## Problem to solve
Look through the records, and whenever a line includes the word "BLANKENSHIP", copy it.

=====

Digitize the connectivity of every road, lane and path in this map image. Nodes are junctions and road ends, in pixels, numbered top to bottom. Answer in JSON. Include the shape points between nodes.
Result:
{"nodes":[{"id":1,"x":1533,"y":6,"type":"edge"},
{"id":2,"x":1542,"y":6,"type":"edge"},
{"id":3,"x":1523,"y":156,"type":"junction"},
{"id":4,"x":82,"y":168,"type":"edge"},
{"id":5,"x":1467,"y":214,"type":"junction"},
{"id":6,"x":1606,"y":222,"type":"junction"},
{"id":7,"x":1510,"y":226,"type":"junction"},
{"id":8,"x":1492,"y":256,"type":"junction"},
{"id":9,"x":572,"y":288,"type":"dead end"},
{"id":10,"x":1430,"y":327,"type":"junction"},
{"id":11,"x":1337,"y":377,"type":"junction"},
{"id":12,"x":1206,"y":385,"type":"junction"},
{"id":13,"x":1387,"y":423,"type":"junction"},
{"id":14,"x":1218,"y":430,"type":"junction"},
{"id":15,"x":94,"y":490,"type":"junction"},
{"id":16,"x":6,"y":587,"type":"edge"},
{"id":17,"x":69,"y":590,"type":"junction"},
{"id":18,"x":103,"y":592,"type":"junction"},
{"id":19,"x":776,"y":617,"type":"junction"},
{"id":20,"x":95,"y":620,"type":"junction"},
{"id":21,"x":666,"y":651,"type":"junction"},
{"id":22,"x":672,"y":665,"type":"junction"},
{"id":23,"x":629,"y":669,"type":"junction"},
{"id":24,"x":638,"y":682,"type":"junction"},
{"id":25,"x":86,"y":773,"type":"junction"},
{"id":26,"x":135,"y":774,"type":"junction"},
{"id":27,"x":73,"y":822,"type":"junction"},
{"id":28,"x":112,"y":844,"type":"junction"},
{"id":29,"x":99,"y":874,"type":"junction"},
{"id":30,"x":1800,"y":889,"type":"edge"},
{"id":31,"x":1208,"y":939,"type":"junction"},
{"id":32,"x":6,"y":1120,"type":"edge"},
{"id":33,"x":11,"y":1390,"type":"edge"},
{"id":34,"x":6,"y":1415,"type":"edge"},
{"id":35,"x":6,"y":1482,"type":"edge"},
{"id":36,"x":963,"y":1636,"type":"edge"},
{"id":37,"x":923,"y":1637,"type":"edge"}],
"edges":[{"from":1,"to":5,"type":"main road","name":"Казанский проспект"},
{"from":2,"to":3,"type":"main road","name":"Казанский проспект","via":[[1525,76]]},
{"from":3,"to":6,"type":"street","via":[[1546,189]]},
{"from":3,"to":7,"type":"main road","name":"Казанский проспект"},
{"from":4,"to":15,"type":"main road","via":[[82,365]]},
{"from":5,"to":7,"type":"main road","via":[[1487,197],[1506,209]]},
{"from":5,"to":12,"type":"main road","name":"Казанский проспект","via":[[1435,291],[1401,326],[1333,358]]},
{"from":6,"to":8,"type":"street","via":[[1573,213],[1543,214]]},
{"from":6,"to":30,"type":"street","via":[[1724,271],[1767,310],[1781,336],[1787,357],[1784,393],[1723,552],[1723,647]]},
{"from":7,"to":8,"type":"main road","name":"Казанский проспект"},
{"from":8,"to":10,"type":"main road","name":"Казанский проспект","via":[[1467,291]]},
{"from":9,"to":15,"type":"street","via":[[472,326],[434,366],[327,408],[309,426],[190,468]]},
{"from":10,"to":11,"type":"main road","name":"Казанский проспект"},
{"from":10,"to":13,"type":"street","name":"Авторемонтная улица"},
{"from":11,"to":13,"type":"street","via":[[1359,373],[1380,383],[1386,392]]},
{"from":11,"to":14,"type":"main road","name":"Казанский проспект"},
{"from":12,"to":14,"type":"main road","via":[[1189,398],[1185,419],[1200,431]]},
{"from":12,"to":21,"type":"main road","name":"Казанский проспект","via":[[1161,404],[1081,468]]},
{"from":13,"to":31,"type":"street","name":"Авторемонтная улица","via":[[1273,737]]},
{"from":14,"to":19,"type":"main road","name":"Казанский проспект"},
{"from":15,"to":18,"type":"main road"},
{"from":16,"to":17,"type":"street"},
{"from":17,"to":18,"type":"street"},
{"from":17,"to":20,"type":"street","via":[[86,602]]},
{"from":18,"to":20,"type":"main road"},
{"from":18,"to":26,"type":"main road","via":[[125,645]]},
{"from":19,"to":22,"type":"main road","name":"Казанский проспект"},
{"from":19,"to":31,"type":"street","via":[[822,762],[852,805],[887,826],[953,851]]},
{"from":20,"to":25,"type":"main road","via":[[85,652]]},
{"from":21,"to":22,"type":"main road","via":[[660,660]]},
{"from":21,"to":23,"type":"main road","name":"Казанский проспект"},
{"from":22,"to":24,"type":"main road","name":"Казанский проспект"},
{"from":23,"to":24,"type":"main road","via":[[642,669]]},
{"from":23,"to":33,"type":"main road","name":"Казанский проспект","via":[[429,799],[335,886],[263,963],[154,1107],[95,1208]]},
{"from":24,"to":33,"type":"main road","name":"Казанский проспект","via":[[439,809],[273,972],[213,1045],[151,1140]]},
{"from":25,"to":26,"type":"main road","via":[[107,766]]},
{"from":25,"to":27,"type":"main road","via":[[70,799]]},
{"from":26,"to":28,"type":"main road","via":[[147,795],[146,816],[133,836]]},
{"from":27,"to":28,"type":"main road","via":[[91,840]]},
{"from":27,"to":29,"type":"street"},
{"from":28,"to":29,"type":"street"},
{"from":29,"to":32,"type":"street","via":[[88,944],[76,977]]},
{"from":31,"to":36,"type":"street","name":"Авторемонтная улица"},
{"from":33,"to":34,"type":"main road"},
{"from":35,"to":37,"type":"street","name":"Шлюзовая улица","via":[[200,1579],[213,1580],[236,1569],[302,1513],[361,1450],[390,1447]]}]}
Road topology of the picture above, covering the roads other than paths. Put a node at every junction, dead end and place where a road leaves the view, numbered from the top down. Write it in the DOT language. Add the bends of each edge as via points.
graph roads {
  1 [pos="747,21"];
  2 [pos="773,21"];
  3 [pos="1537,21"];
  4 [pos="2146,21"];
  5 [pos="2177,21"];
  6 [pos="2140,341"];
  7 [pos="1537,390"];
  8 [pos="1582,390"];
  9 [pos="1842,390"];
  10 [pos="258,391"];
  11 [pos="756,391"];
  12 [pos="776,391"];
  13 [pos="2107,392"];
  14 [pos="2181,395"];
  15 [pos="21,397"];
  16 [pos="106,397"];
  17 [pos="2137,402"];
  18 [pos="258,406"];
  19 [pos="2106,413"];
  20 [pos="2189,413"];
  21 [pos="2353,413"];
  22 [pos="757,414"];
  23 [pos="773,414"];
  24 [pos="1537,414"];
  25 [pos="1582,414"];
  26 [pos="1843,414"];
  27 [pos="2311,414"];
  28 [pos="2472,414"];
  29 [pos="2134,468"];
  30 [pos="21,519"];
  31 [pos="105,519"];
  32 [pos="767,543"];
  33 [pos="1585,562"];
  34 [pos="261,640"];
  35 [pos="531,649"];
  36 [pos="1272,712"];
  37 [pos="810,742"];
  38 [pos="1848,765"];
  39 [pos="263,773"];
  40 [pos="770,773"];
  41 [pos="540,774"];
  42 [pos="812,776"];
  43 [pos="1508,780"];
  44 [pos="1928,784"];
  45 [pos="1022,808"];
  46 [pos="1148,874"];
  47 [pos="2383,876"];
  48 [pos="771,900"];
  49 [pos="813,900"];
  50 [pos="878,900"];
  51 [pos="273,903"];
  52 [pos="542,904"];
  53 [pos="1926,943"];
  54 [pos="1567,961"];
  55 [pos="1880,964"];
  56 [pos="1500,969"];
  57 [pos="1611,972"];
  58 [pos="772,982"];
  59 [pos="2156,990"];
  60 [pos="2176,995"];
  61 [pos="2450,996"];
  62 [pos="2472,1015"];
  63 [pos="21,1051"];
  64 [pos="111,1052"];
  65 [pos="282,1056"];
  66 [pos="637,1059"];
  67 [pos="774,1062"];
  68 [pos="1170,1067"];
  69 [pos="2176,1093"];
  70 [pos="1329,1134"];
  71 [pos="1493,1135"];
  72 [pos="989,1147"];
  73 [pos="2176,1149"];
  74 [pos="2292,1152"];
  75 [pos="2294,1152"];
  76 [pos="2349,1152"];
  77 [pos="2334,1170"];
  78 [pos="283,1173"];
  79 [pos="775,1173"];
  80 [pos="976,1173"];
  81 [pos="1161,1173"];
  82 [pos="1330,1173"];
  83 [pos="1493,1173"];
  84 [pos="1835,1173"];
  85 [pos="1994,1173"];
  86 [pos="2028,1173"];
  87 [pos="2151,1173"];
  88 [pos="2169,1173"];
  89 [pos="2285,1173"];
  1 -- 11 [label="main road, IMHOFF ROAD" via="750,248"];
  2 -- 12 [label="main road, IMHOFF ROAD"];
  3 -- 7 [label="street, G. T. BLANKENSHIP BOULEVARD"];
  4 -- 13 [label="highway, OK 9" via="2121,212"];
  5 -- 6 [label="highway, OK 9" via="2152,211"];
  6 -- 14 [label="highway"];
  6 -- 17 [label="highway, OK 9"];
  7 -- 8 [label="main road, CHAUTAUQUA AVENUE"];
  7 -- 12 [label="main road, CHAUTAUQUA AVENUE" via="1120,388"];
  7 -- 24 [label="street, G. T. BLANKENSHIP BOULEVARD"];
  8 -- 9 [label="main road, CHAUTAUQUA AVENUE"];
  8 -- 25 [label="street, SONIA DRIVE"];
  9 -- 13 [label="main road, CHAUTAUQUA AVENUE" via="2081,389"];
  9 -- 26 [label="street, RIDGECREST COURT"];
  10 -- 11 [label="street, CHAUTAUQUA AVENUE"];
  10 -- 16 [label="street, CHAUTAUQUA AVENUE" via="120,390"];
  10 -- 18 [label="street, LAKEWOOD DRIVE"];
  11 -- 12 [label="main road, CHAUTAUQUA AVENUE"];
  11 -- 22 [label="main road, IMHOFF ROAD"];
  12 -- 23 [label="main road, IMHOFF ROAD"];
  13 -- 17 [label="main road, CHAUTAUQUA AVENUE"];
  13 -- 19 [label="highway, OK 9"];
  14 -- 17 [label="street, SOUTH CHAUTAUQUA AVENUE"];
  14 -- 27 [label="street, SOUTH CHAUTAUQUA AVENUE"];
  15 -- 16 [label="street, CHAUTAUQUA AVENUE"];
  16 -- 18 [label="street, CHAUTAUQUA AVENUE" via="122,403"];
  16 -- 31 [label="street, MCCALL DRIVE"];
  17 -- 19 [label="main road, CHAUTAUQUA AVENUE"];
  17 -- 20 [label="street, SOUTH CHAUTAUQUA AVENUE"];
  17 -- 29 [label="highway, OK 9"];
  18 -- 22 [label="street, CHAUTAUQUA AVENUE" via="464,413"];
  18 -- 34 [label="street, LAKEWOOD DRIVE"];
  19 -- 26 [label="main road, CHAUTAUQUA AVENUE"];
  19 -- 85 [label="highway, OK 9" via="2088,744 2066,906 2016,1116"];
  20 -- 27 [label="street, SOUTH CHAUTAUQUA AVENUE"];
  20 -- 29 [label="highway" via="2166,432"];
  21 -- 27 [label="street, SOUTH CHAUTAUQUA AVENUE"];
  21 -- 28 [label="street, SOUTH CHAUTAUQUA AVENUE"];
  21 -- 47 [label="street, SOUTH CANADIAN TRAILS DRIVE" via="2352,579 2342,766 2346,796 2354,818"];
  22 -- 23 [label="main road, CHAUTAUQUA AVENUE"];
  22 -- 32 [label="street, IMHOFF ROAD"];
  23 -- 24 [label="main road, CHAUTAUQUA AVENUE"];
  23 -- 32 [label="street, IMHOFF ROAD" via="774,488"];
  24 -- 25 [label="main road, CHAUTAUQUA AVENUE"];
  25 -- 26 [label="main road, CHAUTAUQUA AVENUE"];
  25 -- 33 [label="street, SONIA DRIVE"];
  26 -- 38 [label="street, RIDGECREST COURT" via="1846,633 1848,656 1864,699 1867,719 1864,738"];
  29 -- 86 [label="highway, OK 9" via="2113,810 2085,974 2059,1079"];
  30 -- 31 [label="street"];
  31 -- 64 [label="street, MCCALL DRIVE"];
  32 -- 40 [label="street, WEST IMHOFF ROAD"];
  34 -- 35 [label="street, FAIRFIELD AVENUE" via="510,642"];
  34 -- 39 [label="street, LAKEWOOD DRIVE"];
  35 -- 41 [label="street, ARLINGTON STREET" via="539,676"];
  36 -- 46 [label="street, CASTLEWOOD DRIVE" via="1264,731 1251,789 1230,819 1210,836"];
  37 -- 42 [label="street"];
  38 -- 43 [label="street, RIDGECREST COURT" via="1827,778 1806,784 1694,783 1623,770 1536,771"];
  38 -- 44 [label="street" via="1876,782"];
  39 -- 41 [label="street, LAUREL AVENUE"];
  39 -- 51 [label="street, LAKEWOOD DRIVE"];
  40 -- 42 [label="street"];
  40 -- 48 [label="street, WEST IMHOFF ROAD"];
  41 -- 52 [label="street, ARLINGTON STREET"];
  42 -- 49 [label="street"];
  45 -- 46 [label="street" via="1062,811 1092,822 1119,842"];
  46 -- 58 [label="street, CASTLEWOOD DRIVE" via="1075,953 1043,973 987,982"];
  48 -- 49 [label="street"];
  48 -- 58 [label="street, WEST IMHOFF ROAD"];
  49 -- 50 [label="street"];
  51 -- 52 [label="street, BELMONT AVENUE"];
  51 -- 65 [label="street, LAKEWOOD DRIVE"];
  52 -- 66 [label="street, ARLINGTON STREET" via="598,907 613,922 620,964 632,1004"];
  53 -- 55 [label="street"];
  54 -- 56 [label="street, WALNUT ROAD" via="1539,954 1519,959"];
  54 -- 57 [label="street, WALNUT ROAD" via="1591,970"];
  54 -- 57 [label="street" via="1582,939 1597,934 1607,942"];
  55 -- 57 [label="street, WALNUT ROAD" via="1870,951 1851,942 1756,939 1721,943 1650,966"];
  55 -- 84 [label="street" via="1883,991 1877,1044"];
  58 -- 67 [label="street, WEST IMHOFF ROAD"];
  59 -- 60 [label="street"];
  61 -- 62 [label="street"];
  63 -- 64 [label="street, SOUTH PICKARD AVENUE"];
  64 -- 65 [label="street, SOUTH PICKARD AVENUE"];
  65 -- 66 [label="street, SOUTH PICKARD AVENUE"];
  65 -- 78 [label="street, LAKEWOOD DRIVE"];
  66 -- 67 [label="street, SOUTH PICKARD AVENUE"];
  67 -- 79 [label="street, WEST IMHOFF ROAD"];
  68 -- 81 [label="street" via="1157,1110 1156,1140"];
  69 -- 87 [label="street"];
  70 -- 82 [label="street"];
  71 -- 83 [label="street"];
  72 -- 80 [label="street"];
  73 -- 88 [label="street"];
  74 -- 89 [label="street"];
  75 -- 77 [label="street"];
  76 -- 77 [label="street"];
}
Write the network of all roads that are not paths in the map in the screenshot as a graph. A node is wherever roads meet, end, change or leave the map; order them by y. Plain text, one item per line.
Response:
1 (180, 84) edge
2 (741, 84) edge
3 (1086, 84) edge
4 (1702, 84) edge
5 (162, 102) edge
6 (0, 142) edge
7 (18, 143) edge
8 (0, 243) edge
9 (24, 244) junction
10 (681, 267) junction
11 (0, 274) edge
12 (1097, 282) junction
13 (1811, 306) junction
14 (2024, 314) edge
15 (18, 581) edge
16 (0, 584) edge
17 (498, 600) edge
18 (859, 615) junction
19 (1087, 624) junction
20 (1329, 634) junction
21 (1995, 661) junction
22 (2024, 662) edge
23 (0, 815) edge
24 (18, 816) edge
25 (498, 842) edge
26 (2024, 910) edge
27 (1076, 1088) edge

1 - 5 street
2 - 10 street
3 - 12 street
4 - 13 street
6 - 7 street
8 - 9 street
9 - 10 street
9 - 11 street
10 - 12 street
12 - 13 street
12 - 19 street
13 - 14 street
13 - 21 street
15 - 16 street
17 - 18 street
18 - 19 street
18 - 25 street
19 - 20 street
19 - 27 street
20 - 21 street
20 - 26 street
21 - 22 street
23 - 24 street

=====

## Written solution
  3 -- 7 [label="street, G. T. BLANKENSHIP BOULEVARD"];
  7 -- 24 [label="street, G. T. BLANKENSHIP BOULEVARD"];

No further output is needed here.